Task prompt: Every record below must be retyped exactly, with the pictures left out.

(Stored data)
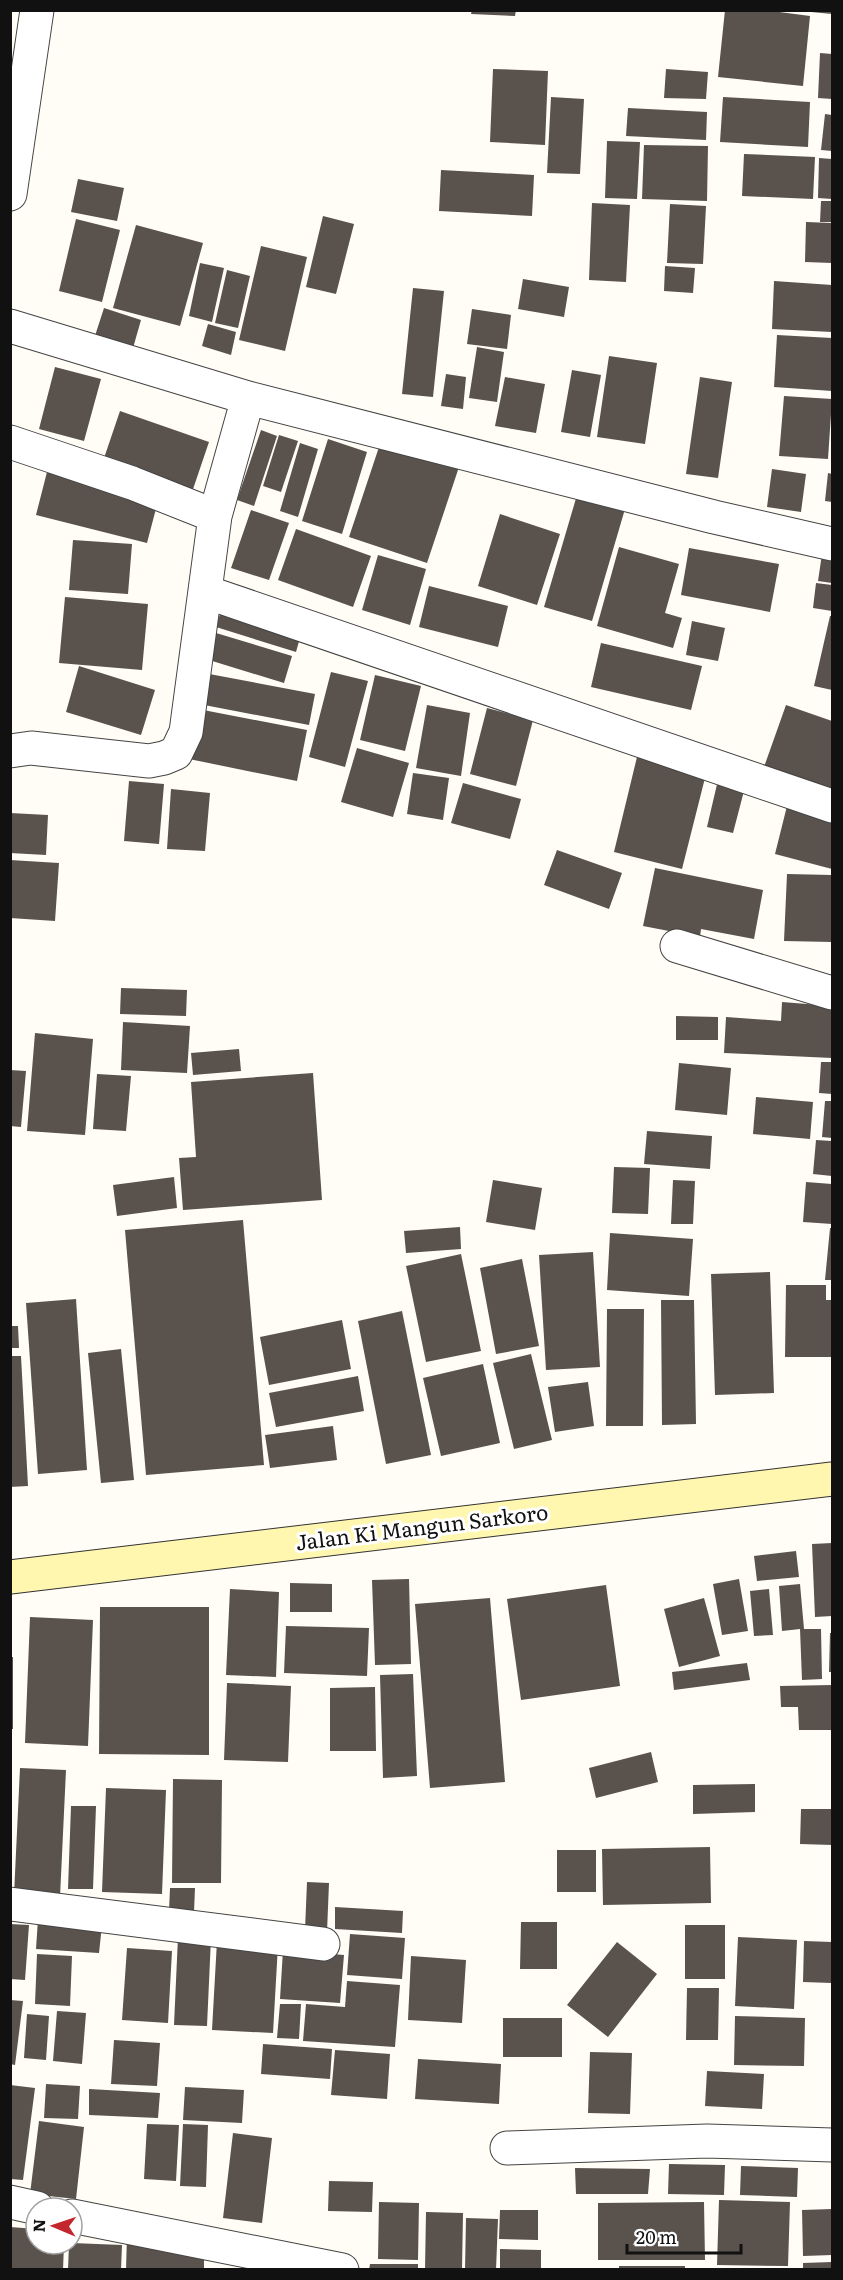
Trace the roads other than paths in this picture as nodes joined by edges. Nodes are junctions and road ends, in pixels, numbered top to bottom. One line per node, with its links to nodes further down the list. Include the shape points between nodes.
1 (37, 10): 2 (street)
2 (10, 194)
3 (10, 326): 4 (street)
4 (248, 398): 6 (street); 7 (street)
5 (10, 442): 6 (street)
6 (215, 516): 8 (street)
7 (832, 544)
8 (206, 592): 9 (street, via 186,732 176,753 149,761 31,748); 10 (street)
9 (10, 751)
10 (832, 806)
11 (677, 946): 12 (street)
12 (832, 993)
13 (832, 1479): 14 (main road, Jalan Ki Mangun Sarkoro)
14 (10, 1577)
15 (10, 1904): 16 (street)
16 (323, 1944)
17 (832, 2145): 18 (street, via 706,2141)
18 (507, 2148)
19 (84, 2218): 20 (street)
20 (342, 2270)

Answer to this exercise:
Trace the roads other than paths in this picture as nodes joined by edges. Nodes are junctions and road ends, in pixels, numbered top to bottom. One line per node, with its links to nodes further down the list. Include the shape points between nodes.
1 (37, 10): 2 (street)
2 (10, 194)
3 (10, 326): 4 (street)
4 (248, 398): 6 (street); 7 (street)
5 (10, 442): 6 (street)
6 (215, 516): 8 (street)
7 (832, 544)
8 (206, 592): 9 (street, via 186,732 176,753 149,761 31,748); 10 (street)
9 (10, 751)
10 (832, 806)
11 (677, 946): 12 (street)
12 (832, 993)
13 (832, 1479): 14 (main road, Jalan Ki Mangun Sarkoro)
14 (10, 1577)
15 (10, 1904): 16 (street)
16 (323, 1944)
17 (832, 2145): 18 (street, via 706,2141)
18 (507, 2148)
19 (84, 2218): 20 (street)
20 (342, 2270)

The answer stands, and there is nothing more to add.